Task —
Leaving out the pictures, transcribe all of the records faithfully.
+++ Extracted information
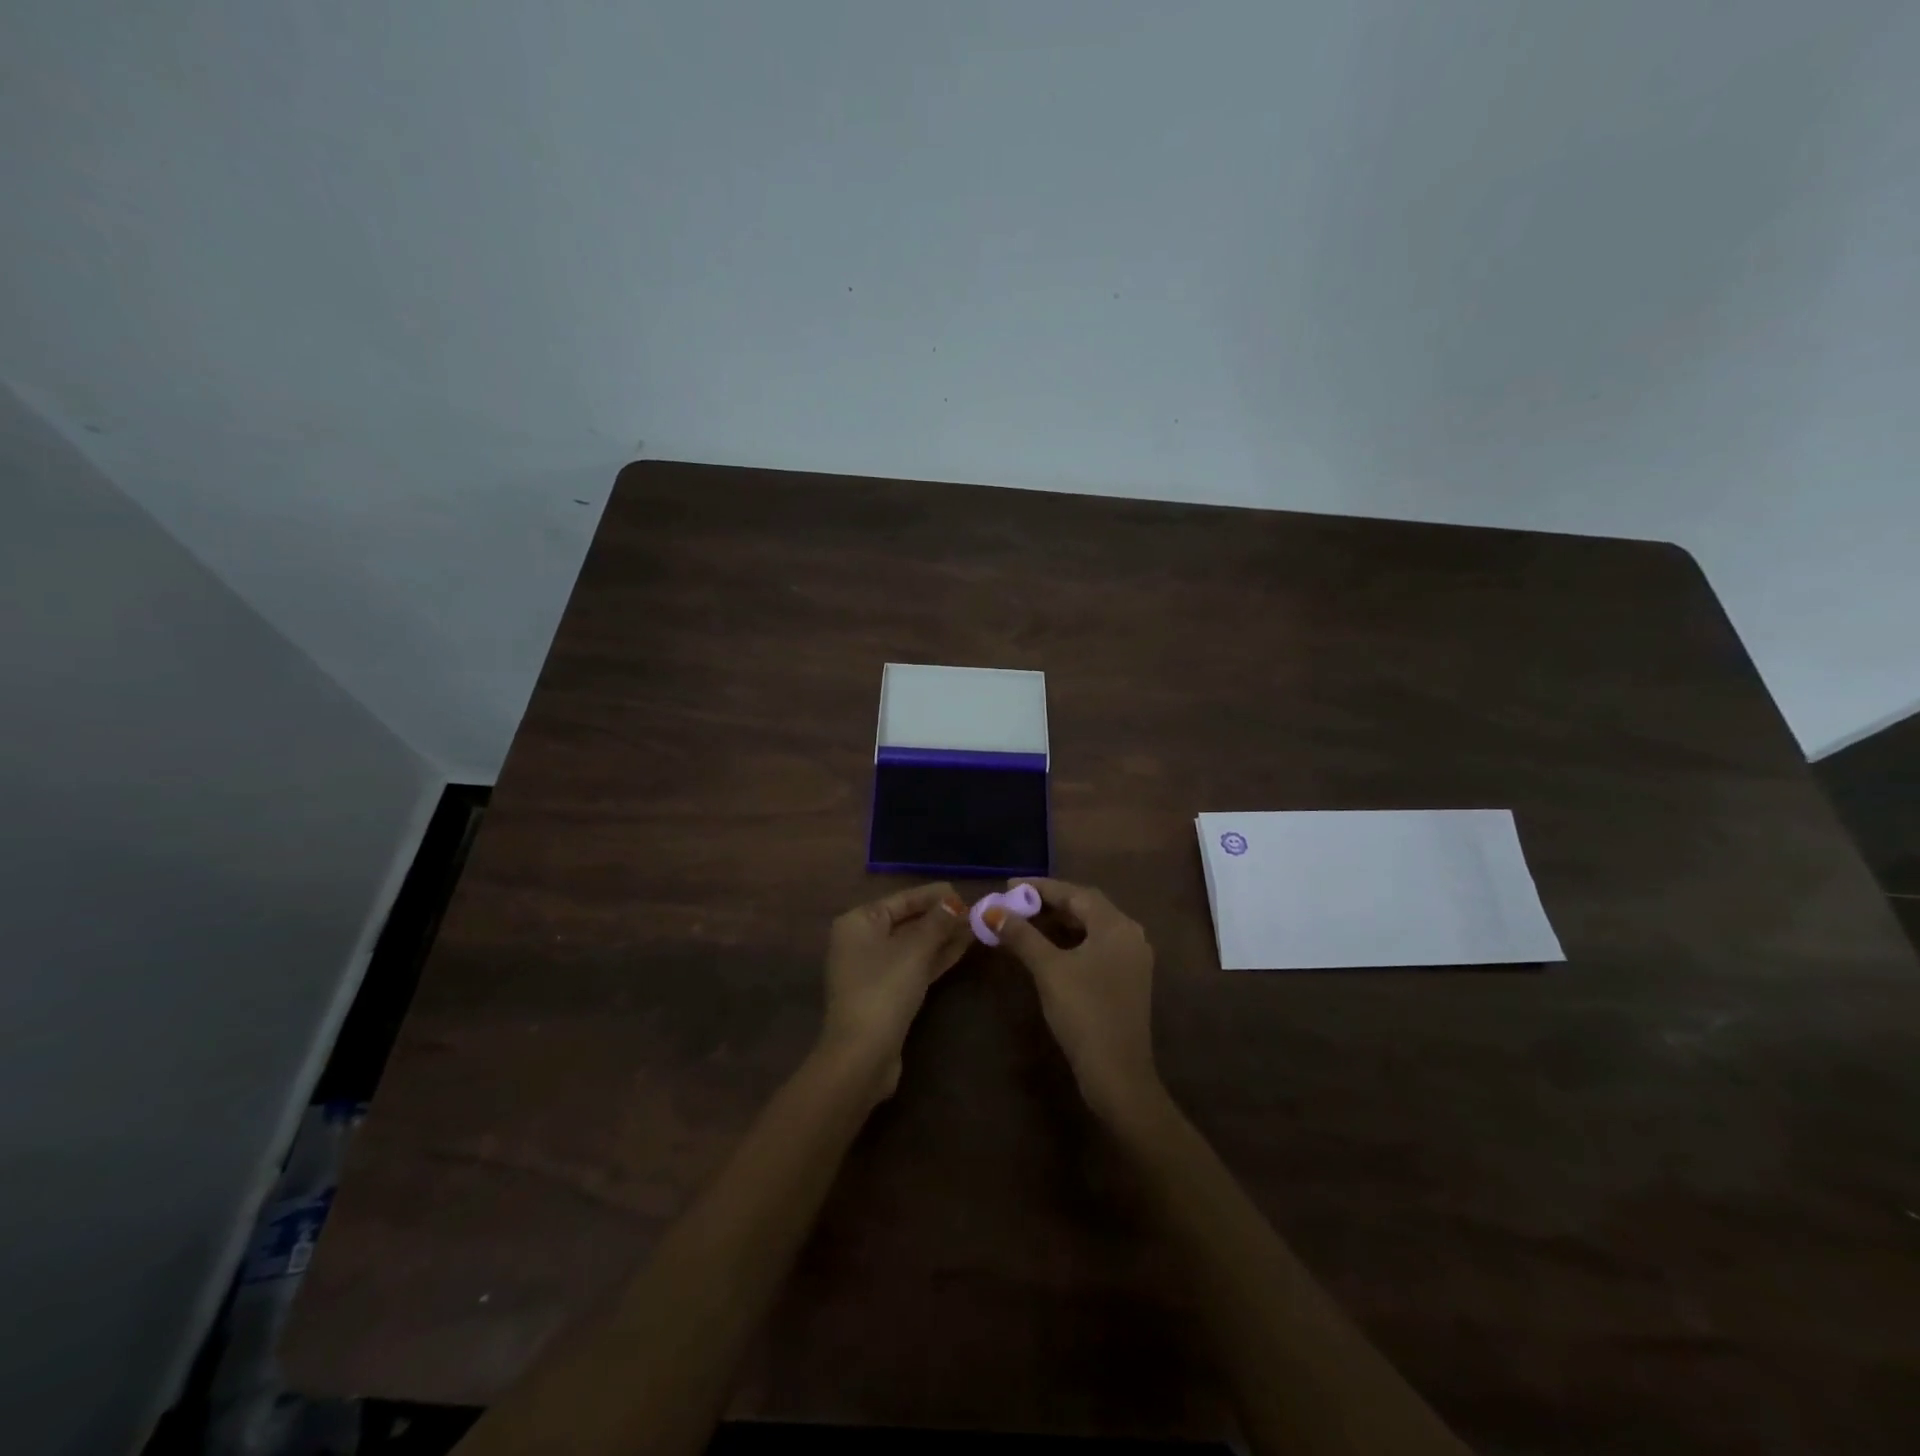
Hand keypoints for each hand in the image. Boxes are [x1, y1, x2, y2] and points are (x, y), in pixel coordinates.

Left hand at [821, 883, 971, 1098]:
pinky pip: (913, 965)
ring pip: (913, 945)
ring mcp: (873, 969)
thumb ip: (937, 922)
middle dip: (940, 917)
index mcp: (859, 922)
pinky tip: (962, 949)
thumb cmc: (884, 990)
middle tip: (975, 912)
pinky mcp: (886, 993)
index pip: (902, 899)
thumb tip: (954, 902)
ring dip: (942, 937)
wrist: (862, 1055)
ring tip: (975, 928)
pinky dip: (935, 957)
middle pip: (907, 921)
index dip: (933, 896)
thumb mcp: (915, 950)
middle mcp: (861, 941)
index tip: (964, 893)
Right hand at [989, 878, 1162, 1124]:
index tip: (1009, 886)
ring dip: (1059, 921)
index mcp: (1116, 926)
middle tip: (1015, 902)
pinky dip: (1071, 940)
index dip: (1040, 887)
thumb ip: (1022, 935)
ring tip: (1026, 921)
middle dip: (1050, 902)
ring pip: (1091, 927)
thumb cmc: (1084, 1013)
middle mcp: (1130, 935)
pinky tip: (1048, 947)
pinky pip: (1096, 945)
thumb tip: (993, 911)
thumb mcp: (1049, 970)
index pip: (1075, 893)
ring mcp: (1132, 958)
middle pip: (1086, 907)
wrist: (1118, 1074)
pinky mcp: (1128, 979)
++++++
Output for this exercise —
Hand keypoints for each hand in the image. Boxes are [x1, y1, x2, y2] and points are (x, y), in pixel coordinates.

Left hand at [821, 883, 971, 1098]:
pinky pip: (913, 965)
ring pip: (913, 945)
ring mcp: (873, 969)
thumb ip: (937, 922)
middle dip: (940, 917)
index mcp: (859, 922)
pinky tip: (962, 949)
thumb cmc: (884, 990)
middle tip: (975, 912)
pinky mcp: (886, 993)
index pip: (902, 899)
thumb tip: (954, 902)
ring dip: (942, 937)
wrist: (862, 1055)
ring tip: (975, 928)
pinky dip: (935, 957)
middle pip: (907, 921)
index dip: (933, 896)
thumb mcp: (915, 950)
middle mcp: (861, 941)
index tip: (964, 893)
Right hand at [989, 878, 1162, 1124]:
index tip: (1009, 886)
ring dip: (1059, 921)
index mcp: (1116, 926)
middle tip: (1015, 902)
pinky dip: (1071, 940)
index dip: (1040, 887)
thumb ip: (1022, 935)
ring tip: (1026, 921)
middle dip: (1050, 902)
ring pip: (1091, 927)
thumb cmc: (1084, 1013)
middle mcp: (1130, 935)
pinky tip: (1048, 947)
pinky pip: (1096, 945)
thumb tip: (993, 911)
thumb mcp: (1049, 970)
index pip: (1075, 893)
ring mcp: (1132, 958)
middle pip: (1086, 907)
wrist: (1118, 1074)
pinky mcp: (1128, 979)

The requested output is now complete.